As the European Commission turns the heat up on Google over allegations that the company has abused its dominant market position in areas like search and mobile to create an anticompetitive environment for other online businesses, another small startup has joined the chorus of those crying foul.
Disconnect Inc. — a B Corporation startup co-founded by ex-Googlers to build software to help Internet users block ads and other third-party services that tracks them or potentially releases malware — has filed an antitrust complaint against Google, claiming the Android giant is abusing its market position by banning Disconnect’s latest Android app, Disconnect Mobile, from the Google Play store.
“Disconnect charges Google with abusing its dominant market position by banning Disconnect’s app, a revolutionary technology that protects users from invisible tracking and malvertising, malware served through advertisements,” Disconnect.me said in a statement.
Unsurprisingly, Google thinks otherwise. The Android giant has issued a response to the complaint, calling the the claims “baseless” and explaining that there is a specific clause in its Google Play apps policy that Disconnect Mobile violates. In short, whatever Disconnect claims to do in protecting from malware, it also prevents apps from making money legitimately.
“This reported claim is baseless,” the company says in a statement provided to TechCrunch. “Our Google Play policies (specifically clause 4.4) have long prohibited apps that interfere with other apps (such as by altering their functionality, or removing their way of making money). We apply this policy uniformly — and Android developers strongly support it. All apps must comply with these policies and there’s over 200 privacy apps available in Google Play that do.”
Disconnect Mobile, a freemium app (the premium version is $5/month or $50/year) that has been built for both iOS and Android, says it is specifically designed to protect against malware sites, identity theft by way of malicious tracking, and “malvertising threats” that are disguised as ads. The company claims that it’s not anti-advertising.

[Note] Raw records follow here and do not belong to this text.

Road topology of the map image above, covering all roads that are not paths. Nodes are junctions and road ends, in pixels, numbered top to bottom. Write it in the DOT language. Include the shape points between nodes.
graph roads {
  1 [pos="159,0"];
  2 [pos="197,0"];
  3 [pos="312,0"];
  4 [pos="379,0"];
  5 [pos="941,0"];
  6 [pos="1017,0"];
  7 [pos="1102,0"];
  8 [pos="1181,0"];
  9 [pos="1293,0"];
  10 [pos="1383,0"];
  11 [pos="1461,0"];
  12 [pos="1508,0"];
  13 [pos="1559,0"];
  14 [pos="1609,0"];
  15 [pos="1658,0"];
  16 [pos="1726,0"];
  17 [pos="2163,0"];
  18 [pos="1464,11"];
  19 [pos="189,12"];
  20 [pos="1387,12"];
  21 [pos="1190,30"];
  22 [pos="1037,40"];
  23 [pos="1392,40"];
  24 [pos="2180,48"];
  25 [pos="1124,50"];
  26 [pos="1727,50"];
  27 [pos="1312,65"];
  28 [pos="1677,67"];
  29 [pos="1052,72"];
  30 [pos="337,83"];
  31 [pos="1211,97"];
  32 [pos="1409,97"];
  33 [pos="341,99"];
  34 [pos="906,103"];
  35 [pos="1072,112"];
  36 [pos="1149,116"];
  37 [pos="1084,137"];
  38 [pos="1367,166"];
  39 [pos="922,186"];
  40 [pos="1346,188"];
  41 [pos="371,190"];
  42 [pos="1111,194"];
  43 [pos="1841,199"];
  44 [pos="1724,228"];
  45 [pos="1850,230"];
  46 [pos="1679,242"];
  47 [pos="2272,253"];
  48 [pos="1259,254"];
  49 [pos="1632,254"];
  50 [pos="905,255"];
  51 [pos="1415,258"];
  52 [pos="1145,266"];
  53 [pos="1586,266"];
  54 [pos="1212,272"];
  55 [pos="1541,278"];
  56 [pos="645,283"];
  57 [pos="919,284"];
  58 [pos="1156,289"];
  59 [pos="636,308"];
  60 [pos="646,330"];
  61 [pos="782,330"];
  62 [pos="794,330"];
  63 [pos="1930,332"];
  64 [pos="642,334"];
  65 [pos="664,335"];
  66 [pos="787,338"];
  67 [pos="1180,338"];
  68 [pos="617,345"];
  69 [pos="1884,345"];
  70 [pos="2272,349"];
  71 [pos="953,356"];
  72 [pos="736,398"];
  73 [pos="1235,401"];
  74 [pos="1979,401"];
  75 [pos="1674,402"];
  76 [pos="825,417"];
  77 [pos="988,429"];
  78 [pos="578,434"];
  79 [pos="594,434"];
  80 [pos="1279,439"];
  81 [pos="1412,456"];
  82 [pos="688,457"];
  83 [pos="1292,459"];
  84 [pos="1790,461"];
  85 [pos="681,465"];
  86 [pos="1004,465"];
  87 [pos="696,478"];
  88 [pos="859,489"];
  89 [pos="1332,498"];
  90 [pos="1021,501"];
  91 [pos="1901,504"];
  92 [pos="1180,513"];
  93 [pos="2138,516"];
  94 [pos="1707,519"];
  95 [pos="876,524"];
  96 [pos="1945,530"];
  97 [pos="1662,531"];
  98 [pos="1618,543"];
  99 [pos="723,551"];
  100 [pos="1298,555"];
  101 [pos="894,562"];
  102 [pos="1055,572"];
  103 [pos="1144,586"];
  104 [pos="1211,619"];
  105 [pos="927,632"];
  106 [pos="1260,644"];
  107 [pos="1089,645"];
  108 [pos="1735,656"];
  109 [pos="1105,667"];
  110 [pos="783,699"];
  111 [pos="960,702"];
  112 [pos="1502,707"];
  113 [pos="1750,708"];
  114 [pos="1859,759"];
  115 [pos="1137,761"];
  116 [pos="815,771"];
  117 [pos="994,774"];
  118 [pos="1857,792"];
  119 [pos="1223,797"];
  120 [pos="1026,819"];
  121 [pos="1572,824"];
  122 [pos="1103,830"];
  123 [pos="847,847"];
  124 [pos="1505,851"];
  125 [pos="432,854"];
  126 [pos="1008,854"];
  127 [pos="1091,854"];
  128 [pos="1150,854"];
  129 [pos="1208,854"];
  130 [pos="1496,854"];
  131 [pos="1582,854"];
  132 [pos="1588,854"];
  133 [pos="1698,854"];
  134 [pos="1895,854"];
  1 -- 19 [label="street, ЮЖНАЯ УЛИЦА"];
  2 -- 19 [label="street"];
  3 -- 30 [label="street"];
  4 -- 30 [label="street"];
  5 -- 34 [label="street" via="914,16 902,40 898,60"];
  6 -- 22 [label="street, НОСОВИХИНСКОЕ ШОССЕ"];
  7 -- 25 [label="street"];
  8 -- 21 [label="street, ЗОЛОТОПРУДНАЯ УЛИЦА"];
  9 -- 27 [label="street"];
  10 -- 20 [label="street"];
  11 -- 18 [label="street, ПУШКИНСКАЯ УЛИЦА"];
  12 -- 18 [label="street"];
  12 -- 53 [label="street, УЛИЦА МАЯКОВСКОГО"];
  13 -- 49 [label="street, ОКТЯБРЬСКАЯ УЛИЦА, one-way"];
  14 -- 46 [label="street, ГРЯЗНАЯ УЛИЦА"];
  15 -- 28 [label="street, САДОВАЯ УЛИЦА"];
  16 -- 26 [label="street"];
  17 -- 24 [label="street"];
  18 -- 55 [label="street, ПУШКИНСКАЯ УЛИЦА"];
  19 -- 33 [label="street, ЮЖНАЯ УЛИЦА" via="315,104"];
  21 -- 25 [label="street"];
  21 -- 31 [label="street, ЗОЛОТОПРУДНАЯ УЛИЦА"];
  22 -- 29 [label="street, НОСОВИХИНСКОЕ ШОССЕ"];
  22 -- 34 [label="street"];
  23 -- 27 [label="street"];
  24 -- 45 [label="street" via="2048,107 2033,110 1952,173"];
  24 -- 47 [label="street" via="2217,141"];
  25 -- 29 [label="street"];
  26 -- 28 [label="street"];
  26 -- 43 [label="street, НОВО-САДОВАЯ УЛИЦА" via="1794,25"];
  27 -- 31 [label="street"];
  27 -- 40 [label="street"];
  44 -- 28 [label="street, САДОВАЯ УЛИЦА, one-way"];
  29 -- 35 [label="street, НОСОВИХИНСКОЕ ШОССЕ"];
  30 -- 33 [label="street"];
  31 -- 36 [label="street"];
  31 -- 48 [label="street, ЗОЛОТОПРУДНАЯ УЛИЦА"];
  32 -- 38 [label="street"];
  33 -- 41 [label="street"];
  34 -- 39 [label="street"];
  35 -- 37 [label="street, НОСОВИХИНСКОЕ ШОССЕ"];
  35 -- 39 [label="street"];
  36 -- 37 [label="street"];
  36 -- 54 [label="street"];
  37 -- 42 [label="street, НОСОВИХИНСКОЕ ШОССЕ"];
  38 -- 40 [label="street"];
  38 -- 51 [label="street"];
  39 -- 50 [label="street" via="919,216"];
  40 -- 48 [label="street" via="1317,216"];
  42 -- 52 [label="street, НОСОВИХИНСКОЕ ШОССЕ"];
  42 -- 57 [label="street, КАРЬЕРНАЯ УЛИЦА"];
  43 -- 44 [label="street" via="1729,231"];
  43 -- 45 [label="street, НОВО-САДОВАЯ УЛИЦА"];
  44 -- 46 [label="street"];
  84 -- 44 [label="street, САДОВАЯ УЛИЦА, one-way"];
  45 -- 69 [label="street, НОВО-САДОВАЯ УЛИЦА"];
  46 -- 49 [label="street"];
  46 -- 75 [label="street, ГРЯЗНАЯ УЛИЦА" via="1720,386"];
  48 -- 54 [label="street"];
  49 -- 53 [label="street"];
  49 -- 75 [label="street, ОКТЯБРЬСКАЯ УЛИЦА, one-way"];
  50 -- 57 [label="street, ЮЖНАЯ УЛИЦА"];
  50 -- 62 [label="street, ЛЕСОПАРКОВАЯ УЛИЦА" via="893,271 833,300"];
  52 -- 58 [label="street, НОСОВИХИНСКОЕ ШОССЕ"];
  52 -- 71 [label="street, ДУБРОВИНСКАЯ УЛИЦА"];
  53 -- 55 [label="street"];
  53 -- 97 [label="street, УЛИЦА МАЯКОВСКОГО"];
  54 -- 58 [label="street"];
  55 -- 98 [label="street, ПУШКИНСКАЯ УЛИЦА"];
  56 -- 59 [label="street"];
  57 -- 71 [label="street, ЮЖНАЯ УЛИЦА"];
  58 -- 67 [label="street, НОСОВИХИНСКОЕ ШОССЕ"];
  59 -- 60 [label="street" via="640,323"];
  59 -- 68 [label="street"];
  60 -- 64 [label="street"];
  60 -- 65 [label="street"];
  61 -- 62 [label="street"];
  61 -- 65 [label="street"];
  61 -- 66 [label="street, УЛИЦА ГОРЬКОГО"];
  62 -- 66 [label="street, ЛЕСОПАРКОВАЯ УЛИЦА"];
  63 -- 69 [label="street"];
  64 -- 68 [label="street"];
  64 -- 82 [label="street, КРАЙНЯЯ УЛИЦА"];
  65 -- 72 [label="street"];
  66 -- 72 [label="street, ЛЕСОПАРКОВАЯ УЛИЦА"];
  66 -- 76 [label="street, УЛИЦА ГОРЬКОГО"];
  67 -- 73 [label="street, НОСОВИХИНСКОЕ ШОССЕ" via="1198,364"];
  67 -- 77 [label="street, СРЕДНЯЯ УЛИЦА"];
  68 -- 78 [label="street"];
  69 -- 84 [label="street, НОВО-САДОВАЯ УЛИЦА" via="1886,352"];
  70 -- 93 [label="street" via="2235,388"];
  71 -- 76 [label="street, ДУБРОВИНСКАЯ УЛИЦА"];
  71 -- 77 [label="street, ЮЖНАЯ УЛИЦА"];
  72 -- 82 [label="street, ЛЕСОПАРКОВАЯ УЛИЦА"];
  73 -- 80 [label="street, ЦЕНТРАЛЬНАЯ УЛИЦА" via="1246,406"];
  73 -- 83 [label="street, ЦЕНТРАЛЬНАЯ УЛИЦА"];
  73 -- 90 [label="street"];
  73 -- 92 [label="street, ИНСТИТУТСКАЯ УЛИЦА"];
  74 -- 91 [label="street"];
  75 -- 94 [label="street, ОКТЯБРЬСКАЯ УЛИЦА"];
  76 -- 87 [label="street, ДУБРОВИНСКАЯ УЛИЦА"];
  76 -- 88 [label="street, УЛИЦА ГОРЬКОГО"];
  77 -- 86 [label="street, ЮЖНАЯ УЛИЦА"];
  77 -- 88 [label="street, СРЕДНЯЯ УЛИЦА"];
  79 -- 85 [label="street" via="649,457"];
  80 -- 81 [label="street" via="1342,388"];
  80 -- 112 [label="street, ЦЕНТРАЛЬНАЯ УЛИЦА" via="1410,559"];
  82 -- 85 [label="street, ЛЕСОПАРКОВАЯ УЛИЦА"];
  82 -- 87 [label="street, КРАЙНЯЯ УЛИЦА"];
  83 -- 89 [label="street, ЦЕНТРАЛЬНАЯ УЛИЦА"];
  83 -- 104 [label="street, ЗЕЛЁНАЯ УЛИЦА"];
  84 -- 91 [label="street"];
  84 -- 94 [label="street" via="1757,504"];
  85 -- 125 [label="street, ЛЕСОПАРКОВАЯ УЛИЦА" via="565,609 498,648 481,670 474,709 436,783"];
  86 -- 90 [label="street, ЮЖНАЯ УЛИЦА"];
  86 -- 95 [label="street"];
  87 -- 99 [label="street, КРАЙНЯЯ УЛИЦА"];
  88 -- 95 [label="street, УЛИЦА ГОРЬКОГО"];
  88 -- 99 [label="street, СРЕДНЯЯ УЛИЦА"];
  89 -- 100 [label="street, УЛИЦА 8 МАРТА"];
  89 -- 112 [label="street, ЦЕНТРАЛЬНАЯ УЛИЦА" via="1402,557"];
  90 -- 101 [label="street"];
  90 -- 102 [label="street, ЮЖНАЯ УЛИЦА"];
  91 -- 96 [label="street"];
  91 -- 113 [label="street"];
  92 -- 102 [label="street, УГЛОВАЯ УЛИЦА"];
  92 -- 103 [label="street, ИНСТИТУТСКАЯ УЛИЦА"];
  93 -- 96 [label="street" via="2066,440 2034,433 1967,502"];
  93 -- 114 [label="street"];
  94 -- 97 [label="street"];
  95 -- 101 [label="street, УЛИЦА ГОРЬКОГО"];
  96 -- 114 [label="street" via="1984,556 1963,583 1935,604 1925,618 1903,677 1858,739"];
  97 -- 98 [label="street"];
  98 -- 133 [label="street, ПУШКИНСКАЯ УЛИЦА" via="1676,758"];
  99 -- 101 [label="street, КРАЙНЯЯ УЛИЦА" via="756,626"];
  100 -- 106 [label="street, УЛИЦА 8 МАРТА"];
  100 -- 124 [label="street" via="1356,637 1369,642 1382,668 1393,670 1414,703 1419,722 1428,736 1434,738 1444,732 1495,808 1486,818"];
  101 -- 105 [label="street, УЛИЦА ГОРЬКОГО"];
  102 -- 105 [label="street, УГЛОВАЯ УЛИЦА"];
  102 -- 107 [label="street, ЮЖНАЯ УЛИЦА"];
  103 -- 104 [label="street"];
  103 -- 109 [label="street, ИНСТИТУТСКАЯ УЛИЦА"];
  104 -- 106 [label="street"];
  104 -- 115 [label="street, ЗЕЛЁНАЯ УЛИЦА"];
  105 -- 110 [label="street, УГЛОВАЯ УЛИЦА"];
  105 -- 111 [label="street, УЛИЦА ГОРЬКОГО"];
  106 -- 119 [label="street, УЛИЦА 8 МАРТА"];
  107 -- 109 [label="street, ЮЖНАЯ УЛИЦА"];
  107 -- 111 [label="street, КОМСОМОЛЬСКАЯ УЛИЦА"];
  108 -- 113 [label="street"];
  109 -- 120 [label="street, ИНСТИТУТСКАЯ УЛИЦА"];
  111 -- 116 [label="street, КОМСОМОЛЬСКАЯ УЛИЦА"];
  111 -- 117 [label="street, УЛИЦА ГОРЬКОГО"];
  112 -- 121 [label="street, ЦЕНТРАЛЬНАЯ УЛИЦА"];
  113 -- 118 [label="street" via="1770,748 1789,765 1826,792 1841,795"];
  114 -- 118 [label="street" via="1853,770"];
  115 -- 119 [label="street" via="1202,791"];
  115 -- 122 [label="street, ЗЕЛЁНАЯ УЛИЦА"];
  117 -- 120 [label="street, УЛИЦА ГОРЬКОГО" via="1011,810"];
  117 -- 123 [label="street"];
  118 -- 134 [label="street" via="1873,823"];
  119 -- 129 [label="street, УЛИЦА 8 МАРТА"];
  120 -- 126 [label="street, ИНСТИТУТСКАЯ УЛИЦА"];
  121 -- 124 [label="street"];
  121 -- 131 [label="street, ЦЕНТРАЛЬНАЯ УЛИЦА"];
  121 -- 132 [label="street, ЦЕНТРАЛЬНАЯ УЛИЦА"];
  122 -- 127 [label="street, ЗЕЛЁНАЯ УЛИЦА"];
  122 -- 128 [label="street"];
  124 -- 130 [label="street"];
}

“We don’t oppose advertising and understand ad revenue is critically important to many Internet companies, publishers and developers,” Disconnect co- founder and CEO Casey Oppenheim says. “But users have the right to protect themselves from invisible tracking and malware, both of which put sensitive personal information at risk. Advertising doesn’t have to violate user privacy and security.” It cites specific studies that highlight the risk of undisclosed tracking in Android apps as one justification for its app.
Disconnect started back in 2010 as a side project specifically as a Facebook ad-blocker when co-founder Brian Kennish was still at Google.
Since then it has gone on to raise funding — $4.1 million (modest by Silicon Valley standards) from investors like Highland Capital and CRV — and pick up over 10 million users of its various desktop extensions and mobile apps. (In the process, the two ex-Googler co-founders, Kennish and Austin Chau, have moved on to other projects but remain “friends” with the company, says Oppenheim, who is an ex-lawyer and longtime privacy and social justice advocate.)
Google blocking Disconnect Mobile is not news in itself.
The app was twice banned when it was posted to Google Play last year. After Google threatened to remove its developer account altogether over the matter — Disconnect currently still offers two other Android apps via Google Play — Disconnect decided to take a different approach when it launched a modified version in November 2014.
Disconnect Mobile for Android is now offered as a sideloaded option through its own site, as well as in partnership with others. In Europe, it has distribution agreements with Deutsche Telekom as well as a preinstall deal with Blackphone.
But it’s likely that Disconnect Mobile hasn’t made up for the exposure Disconnect believes it would have had were it offered on Google Play directly, especially when compared to its downloads on iOS, Oppenheim says. (There, Disconnect Mobile might sit alongside hundreds of other security and privacy apps, but Google Play exposure still trumps the startup’s other distribution channels.)
Oppenheim says Disconnect is not releasing the full complaint to the public just yet, so we don’t know how many downloads it has seen of its Android app through the sideloading and preinstall deals.
Other details, such as what kind of compensation its demanding, are also not entirely clear, either.
“We want what the lawyers call ‘equal treatment,'” Oppenheim tells me in answer to a question about whether his company is seeking damages. “We want Android users to be able to get our products quickly and easily through the Play Store and we want to be fully supported by Google, just like other apps in the Store.”
Today, Disconnect is seizing the opportunity of filing a complaint in Europe at the same time as the wider EC-led investigation. But while it’s quick to cite studies from the U.S. Senate that highlight the hazards of online advertising with regards to data privacy and security, Disconnect Inc. is not filing any complaints in the U.S. or any other market for now.
Time, and the potential outcome of this complaint — which could either be combined with existing antitrust complaints from other parties like the FairSearch.org consortium and Yelp; or treated separately since it specifically concerns ad tracking technology; or rejected altogether — will determine if Disconnect engages further with Google on the regulatory front.